#2‐27 ドリアンスロゥプ皇帝②
ダイダロス宮へ入る門を通って広い敷地内に入ったところで、ボンガゥル侯爵が謝った。
「ベンケー・シュテン大王殿、ルーク王殿、誠に申し訳ござらん...」
「いや、余興としては面白かったぞ?」
何とモモコ大王は、血糊の着いたグレイブを眺めながらニヤリと笑って答えた。
「とんでもない!あれは余興などでは...」
「知っておる!どうせ、ゾドアンスロゥプ皇帝が送り込んで来た刺客であろう?襲って来たヤツらはヒエーナ族だったからな!」
ヒエーナ族は、昔から暗殺などの汚い仕事を引き受けて来た種族だ。
もちろん、ヒエーナ族全体が暗殺者というのではなく、汚い仕事をするのは、ヒエーナ族の中の秘密結社のような一つの部族だそうだ。
「それにしても、アマンダとプリシル!聞きしに勝る戦闘能力だな?」
「いえ、モモコ大王さまこそ」
「その大王という呼び方もやめろ」
「え?」
「そなたも私も、もうルークの妻ではないか?」
「は...い」
「まだ結婚式を挙げてないので、正式ではないがな。
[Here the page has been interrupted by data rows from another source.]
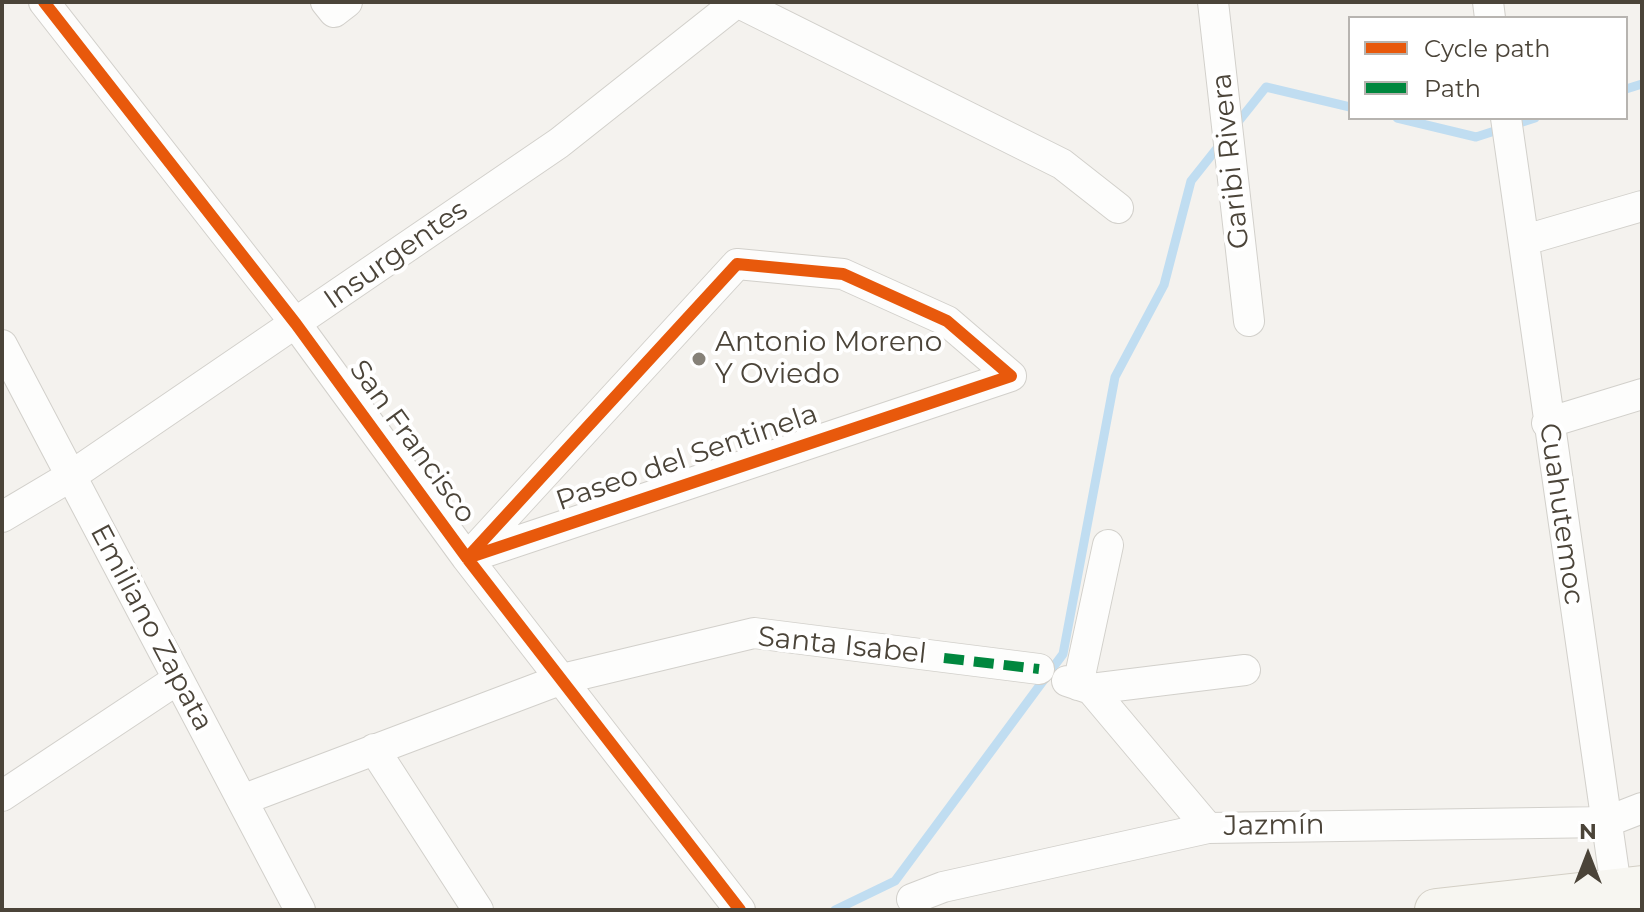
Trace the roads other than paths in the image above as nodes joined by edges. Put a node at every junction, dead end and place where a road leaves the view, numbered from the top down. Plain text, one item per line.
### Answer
1 (44, 2) edge
2 (326, 2) edge
3 (347, 2) edge
4 (737, 2) edge
5 (1213, 2) edge
6 (1508, 132) edge
7 (1642, 206) edge
8 (1118, 208) dead end
9 (1525, 240) junction
10 (1249, 321) dead end
11 (296, 324) junction
12 (2, 345) edge
13 (1642, 394) edge
14 (1547, 423) junction
15 (71, 476) junction
16 (2, 517) edge
17 (1108, 545) dead end
18 (467, 558) junction
19 (1039, 669) dead end
20 (1245, 670) dead end
21 (178, 679) junction
22 (562, 679) junction
23 (1078, 685) junction
24 (374, 749) junction
25 (2, 796) edge
26 (242, 800) junction
27 (1642, 808) edge
28 (1606, 822) junction
29 (1208, 828) junction
30 (1626, 896) edge
31 (912, 899) dead end
32 (300, 910) edge
33 (478, 910) edge
34 (740, 910) edge
35 (1436, 910) edge

1 - 11 street, San Francisco
2 - 3 street
4 - 8 street
4 - 11 street, Insurgentes
5 - 10 street, Garibi Rivera
6 - 9 street, Cuahutemoc
7 - 9 street
9 - 14 street, Cuahutemoc
11 - 15 street, Insurgentes
11 - 18 street, San Francisco
12 - 15 street, Emiliano Zapata
13 - 14 street
14 - 28 street, Cuahutemoc
15 - 16 street, Insurgentes
15 - 21 street, Emiliano Zapata
17 - 23 street
18 - 18 street, Paseo del Sentinela
18 - 22 street, San Francisco
19 - 22 street, Santa Isabel
20 - 23 street
21 - 25 street
21 - 26 street, Emiliano Zapata
22 - 24 street, Santa Isabel
22 - 34 street, San Francisco
23 - 29 street
24 - 26 street, Santa Isabel
24 - 33 street
26 - 32 street, Emiliano Zapata
27 - 28 street, Jazmín
28 - 29 street, Jazmín
28 - 30 street, Cuahutemoc
29 - 31 street, Jazmín
30 - 35 street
キャーッハッハッハ!」
ひとしきり大笑いした後で、モモコ大王は言った。
「年もあまりかわらんから、公式の場でない限り、モモコだけでいいぞ?」
「では、そうします」
「敬語もいらん!」
「じゃあ、そうするわ、モモコ!」
「そうだ、その調子だ。キャーッハッハッハ!」
ルークたちの命が危ないということを察知してハウェンに知らせたのはマイレィだった。
前回のラーシャアグロス王国訪問では、勇者王国に残して来たアマンダの息子・ルファエルとプリシルの娘・マイレィは、「今度はママといっしょに行く!」「ママといっしょ!」と言って止まなかったので連れて来たのだ。ルファエルはもうすぐ3歳、マイレィは2歳半になっていた。
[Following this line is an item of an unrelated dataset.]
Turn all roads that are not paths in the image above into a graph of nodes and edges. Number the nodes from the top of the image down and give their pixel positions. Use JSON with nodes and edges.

馬車の中で侍女のひざに座ってゾオルの景色を見ていたマイレィが、突然、大声をあげて泣き出しはじめたのだ。
「ワ―――ン!... パパとママとアマンダおばちゃまが あびゅない!あびゅない!」
ハウェンは、前の世界で魔術師の中に予知能力がいたことを思い出し、すぐに座席の上にのぼって馬車の屋根の開閉部分を開け、屋根の上に出てた。
「ルークさまっ。敵です――っ!」
大声で叫んで知らせると同時に、どこから来るかわからない敵の攻撃に備えてバリアーを張ったのだ。
そして間一髪でルークたちは命拾いをしたのだ。
ダイダロス宮は白い大理石で造られた荘厳な大宮殿だった。
そして、その凝った造りの壮大な正面玄関の前には―
ドリアンスロゥプ皇帝が、直々、迎えに来てくれていた!?
どこの国であれ、国家元首が玄関にまで迎えに来ることはない。
ルークも、アマンダとプリシルも、馬車の中にいたリリスやハウェン、アンジェリーヌたちも目を丸くしていた。
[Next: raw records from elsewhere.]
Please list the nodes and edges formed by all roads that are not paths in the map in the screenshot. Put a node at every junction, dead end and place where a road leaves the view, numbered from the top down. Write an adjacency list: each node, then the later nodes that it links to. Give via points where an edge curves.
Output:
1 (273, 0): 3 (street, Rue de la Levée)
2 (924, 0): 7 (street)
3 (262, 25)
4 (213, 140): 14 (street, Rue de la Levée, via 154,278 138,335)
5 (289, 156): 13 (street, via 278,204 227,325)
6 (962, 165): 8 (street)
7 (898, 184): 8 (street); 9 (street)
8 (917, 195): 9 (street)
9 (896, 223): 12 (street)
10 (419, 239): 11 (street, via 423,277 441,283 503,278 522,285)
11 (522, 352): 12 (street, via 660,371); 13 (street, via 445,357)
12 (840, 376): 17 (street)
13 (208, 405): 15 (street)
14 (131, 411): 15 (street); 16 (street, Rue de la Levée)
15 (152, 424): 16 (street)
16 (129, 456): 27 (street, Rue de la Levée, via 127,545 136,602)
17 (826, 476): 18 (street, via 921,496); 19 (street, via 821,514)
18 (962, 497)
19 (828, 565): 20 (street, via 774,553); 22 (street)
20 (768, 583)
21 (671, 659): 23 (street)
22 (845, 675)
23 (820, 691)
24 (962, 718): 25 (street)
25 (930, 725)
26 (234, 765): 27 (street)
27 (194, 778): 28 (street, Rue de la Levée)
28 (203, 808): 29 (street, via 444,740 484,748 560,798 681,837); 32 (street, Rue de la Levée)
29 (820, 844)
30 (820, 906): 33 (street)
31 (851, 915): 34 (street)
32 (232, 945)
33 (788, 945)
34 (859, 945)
ドリアンスロゥプ皇帝は、3メートル半ほどの大きさの巨大な牛族だった。
宝石を散りばめた黄金の王冠をかぶり、耳の上からは長く太い角が二本でている。
そして豪華な金銀の装飾がある緑色の服と裏地が金色のマントをはおっている。
その後ろには、ずらーっと煌びやかに着飾った若い獣人女性たちが40人ほど並んでいた!!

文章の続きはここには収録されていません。